- Collected data:
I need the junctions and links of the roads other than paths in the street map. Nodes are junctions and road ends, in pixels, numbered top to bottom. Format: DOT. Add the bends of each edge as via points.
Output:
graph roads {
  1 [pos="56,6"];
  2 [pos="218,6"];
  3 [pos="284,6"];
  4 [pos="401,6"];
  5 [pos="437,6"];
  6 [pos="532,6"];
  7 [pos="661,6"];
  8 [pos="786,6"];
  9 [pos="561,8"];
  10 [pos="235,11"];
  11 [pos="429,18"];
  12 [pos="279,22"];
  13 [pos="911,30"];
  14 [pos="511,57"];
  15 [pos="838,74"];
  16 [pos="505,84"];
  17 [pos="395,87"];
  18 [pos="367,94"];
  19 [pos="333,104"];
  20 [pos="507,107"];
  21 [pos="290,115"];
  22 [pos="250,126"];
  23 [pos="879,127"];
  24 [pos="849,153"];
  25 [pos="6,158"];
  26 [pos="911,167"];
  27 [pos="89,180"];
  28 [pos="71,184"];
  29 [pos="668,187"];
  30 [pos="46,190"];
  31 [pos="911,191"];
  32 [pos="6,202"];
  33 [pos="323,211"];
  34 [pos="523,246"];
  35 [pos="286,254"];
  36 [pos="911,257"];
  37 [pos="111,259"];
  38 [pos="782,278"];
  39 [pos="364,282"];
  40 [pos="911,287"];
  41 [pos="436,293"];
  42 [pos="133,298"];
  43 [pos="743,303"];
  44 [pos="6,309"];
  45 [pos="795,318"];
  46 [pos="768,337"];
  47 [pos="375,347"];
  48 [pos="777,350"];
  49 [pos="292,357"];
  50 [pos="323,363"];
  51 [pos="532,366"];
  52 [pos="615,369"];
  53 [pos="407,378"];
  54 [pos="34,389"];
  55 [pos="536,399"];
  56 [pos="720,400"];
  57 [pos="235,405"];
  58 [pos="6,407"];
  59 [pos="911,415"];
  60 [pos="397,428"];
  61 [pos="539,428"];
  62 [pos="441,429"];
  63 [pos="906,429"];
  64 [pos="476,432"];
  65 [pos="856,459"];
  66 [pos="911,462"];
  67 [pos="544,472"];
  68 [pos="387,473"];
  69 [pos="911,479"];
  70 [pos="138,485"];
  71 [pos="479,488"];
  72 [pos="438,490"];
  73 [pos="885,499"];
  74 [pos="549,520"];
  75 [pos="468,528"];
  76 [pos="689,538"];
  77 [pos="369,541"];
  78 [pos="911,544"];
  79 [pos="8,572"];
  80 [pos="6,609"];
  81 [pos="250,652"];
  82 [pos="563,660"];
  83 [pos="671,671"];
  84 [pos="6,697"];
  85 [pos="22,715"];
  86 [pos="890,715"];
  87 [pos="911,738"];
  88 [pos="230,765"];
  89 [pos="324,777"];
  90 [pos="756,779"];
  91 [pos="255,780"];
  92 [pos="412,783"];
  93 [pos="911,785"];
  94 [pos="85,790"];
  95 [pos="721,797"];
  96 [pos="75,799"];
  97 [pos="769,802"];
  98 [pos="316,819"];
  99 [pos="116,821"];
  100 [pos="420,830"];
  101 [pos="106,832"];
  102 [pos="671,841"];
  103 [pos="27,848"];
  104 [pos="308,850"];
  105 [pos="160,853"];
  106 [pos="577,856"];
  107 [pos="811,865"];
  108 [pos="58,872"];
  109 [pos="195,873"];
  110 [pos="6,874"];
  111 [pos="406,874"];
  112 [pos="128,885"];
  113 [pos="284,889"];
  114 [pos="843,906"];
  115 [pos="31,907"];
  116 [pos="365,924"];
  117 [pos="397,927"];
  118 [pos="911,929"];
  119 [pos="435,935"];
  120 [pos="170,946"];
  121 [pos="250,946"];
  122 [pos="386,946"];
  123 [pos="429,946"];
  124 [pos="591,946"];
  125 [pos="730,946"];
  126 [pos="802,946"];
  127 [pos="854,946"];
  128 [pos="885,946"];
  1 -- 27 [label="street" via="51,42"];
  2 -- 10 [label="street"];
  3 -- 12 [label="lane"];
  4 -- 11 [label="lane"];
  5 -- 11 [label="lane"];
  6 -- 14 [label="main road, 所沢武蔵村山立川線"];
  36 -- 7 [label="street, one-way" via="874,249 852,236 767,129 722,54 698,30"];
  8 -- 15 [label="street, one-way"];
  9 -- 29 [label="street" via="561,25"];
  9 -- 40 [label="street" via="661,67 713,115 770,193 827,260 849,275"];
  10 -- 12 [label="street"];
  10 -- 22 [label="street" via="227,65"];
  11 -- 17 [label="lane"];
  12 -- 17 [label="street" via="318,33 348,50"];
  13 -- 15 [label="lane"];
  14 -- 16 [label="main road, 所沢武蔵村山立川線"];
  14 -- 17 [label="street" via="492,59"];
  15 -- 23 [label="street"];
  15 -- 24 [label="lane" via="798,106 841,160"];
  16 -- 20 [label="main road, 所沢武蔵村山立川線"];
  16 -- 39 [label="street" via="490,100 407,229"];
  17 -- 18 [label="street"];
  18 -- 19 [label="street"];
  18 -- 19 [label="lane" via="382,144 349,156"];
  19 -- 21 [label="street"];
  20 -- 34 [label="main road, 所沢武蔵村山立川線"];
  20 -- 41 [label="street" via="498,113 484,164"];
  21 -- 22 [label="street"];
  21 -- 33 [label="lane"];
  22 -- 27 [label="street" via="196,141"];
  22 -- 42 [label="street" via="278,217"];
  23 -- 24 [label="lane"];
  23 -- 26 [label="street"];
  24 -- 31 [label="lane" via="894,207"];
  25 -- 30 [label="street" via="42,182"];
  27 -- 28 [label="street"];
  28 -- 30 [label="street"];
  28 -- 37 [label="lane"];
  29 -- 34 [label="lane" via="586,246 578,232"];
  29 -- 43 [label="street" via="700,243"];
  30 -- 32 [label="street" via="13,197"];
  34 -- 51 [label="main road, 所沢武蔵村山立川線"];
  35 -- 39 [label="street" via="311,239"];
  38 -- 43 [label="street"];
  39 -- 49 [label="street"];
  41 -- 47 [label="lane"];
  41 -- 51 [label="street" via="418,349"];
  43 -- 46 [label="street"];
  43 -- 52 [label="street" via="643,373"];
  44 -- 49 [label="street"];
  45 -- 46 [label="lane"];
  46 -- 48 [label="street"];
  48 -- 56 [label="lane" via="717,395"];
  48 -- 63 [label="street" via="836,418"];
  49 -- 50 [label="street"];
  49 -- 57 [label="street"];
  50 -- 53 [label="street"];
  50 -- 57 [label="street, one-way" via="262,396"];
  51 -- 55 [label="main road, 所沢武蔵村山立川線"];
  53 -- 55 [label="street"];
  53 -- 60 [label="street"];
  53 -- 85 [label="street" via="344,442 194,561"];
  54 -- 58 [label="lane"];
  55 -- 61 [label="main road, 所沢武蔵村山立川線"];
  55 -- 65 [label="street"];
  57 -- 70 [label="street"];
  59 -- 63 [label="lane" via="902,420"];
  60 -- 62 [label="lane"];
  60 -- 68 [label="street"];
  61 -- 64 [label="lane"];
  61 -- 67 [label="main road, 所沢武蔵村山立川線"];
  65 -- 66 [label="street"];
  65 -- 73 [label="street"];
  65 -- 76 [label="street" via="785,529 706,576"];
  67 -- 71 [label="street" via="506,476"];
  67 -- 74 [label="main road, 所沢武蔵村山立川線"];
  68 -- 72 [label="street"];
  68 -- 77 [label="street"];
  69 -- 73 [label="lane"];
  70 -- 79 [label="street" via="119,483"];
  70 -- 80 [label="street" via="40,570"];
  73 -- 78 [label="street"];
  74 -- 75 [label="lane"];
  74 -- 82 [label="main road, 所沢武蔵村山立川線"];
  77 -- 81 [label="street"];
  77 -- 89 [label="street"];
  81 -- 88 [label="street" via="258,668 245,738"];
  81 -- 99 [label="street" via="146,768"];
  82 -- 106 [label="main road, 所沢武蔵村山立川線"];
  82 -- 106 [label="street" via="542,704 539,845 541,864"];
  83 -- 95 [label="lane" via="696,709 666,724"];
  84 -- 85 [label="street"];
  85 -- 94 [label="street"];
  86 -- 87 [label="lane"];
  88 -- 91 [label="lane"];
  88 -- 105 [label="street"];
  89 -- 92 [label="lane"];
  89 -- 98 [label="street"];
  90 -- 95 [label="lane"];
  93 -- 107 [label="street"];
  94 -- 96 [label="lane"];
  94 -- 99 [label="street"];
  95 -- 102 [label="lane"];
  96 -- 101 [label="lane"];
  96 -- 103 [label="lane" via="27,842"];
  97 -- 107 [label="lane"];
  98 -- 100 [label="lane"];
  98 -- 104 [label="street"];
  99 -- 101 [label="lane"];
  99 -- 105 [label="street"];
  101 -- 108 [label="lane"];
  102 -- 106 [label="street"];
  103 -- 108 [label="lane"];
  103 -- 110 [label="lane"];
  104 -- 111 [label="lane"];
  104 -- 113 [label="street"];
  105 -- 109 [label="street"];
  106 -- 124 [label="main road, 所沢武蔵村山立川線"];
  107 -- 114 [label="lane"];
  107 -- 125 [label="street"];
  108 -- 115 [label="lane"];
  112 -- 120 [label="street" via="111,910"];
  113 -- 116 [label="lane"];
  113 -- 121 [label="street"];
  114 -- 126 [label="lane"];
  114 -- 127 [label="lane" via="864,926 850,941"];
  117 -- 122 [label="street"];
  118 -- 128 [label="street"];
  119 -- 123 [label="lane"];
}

---

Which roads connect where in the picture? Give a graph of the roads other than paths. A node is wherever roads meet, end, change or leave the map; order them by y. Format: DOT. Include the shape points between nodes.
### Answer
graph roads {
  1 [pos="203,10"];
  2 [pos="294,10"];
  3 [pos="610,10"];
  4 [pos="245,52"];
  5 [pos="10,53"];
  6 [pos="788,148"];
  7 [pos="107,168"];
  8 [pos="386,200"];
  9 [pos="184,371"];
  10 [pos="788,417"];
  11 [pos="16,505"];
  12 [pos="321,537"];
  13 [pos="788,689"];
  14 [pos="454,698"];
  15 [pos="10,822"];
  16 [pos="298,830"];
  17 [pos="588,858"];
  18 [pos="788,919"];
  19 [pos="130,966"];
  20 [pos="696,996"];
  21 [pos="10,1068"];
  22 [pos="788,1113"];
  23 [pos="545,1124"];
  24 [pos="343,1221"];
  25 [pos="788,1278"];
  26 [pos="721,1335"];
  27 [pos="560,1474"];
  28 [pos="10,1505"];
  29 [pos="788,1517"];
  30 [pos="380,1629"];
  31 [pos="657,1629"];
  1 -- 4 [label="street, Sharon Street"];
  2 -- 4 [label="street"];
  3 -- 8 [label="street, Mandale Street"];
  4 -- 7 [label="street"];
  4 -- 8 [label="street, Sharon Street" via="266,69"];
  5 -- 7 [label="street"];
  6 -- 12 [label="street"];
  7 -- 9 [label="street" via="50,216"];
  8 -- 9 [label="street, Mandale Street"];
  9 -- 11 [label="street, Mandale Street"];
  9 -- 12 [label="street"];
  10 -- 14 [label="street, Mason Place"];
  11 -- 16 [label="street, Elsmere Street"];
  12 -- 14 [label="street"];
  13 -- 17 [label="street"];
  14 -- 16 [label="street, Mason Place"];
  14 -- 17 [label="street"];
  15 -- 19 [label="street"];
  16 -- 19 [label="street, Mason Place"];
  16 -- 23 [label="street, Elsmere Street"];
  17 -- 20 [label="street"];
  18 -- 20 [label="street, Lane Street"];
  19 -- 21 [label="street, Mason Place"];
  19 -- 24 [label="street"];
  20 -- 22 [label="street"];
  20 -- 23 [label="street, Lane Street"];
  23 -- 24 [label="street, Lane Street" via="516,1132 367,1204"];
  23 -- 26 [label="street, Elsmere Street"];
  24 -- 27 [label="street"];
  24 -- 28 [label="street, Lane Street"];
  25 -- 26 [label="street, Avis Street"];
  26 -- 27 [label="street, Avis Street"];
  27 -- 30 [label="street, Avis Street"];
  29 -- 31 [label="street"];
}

- WHAT THIS TASK INVOLVES:
Whenever a line of the records holds the string "Elsmere", pick it out and copy it.

- TASK OUTPUT:
  11 -- 16 [label="street, Elsmere Street"];
  16 -- 23 [label="street, Elsmere Street"];
  23 -- 26 [label="street, Elsmere Street"];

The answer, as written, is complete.